Work task: The answer required is how many lines of the following entries contain the word "main", with no other words.

*** Opening Data section ***

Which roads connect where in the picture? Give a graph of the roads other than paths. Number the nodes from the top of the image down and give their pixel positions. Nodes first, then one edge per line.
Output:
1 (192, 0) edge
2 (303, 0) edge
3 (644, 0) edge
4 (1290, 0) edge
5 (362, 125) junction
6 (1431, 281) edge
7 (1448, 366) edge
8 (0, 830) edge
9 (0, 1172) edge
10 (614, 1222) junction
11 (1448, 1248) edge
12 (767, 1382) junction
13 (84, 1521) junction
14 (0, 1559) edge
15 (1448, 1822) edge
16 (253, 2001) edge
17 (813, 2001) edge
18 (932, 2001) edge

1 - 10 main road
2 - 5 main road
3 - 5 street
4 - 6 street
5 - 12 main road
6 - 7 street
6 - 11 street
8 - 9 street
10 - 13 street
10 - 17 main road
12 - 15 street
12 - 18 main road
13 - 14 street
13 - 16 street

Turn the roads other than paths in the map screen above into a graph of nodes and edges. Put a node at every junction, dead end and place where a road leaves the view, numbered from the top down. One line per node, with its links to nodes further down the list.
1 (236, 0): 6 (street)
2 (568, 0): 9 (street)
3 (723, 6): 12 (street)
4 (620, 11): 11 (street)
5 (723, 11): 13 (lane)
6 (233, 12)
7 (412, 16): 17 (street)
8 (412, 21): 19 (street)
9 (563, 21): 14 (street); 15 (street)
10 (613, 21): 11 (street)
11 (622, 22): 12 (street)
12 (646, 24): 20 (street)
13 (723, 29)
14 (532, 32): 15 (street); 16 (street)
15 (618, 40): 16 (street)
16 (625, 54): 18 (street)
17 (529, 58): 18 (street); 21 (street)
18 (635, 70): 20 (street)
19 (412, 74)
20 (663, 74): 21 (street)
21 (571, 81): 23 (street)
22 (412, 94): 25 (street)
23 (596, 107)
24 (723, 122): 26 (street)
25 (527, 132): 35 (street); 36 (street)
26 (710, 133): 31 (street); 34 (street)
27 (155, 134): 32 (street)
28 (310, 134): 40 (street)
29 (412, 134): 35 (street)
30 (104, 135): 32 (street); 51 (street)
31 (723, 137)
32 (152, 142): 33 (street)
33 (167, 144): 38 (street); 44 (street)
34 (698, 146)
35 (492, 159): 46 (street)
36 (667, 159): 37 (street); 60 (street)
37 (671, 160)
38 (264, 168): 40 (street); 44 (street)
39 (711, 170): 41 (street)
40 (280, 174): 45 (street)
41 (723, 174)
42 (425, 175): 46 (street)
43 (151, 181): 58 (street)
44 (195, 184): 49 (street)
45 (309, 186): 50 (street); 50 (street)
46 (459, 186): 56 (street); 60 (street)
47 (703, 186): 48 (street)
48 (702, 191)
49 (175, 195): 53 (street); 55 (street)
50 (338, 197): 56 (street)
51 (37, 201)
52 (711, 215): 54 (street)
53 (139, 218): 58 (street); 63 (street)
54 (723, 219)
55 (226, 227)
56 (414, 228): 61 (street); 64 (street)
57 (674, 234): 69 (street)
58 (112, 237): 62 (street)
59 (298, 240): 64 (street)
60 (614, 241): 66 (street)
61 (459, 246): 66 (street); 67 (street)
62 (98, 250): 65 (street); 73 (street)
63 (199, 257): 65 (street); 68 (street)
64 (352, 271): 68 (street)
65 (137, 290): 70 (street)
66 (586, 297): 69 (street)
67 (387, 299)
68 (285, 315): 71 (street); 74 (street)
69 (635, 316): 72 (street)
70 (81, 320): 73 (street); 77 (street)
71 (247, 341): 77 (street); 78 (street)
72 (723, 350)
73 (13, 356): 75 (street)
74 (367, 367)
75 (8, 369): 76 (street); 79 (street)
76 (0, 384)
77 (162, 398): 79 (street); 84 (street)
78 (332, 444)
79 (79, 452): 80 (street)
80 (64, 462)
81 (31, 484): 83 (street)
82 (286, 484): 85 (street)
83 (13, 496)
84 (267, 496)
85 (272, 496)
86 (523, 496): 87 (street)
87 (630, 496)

*** Closing Data section ***

Task result: 5